◆ INPUT MATERIAL:
Content starts

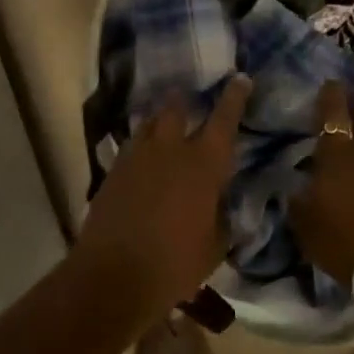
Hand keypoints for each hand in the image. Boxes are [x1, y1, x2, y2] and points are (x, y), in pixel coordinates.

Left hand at [72, 75, 251, 326]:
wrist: (113, 276)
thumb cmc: (175, 264)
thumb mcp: (214, 246)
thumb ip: (222, 217)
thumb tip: (223, 204)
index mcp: (204, 163)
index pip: (224, 119)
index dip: (234, 97)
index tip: (240, 78)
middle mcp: (171, 149)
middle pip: (176, 108)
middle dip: (184, 100)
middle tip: (188, 97)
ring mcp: (137, 156)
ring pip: (149, 123)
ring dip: (159, 121)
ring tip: (163, 126)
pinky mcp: (113, 170)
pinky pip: (130, 147)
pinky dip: (140, 147)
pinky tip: (141, 161)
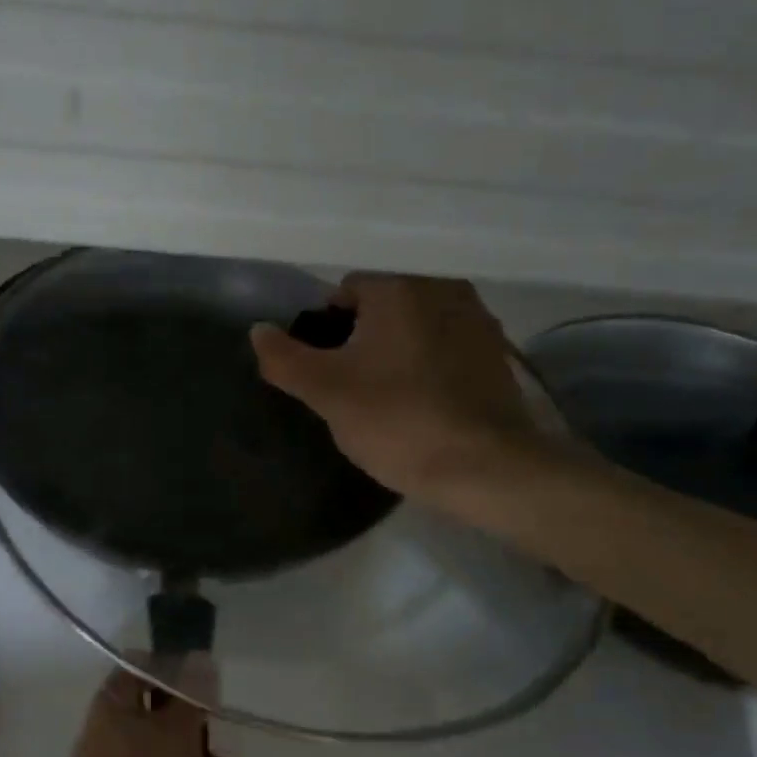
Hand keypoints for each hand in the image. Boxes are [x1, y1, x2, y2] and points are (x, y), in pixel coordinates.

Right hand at [251, 276, 550, 510]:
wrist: (484, 468)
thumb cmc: (396, 421)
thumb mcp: (325, 393)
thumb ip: (284, 358)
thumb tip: (258, 330)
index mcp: (399, 288)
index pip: (344, 292)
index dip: (325, 331)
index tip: (326, 373)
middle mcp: (443, 289)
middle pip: (383, 307)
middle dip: (362, 340)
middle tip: (354, 389)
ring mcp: (478, 321)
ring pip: (416, 328)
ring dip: (398, 351)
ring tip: (389, 400)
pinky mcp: (498, 355)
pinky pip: (447, 349)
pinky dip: (430, 366)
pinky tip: (425, 405)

Content ends

◆ WHAT YOU HAVE TO DO:
Set the records down again precisely, skipping every image.

◆ OUTPUT OF THE TASK:
Hand keypoints for each hand in the image. Boxes are [x1, y1, x2, y2] and points are (x, y), in pixel coordinates.

Left hand at [72, 75, 251, 326]:
wrist: (113, 276)
thumb cmc: (175, 264)
thumb mcp: (214, 246)
thumb ip: (222, 217)
thumb tip: (223, 204)
index mcp: (204, 163)
index pip: (224, 119)
index dip: (234, 97)
index tip: (240, 78)
middle mcp: (171, 149)
middle pip: (176, 108)
middle dip: (184, 100)
middle tip: (188, 97)
ring mcp: (137, 156)
ring pip: (149, 123)
ring dip: (159, 121)
ring tip: (163, 126)
pinky mcp: (113, 170)
pinky pip: (130, 147)
pinky dip: (140, 147)
pinky tip: (141, 161)
Hand keypoints for each hand in the image. Boxes are [x1, y1, x2, y2] and points are (x, y), in pixel coordinates.

Right hand at [251, 276, 550, 510]:
wrist: (484, 468)
thumb cmc: (396, 421)
thumb mcp: (325, 393)
thumb ip: (284, 358)
thumb tip: (258, 330)
index mcp: (399, 288)
index pip: (344, 292)
index dip: (325, 331)
index tip: (326, 373)
middle mcp: (443, 289)
middle pip: (383, 307)
middle dip: (362, 340)
middle tip: (354, 389)
ring mcp: (478, 321)
ring pip: (416, 328)
ring dip: (398, 351)
ring tip: (389, 400)
pinky mcp: (498, 355)
pinky pip: (447, 349)
pinky dip: (430, 366)
pinky tip: (425, 405)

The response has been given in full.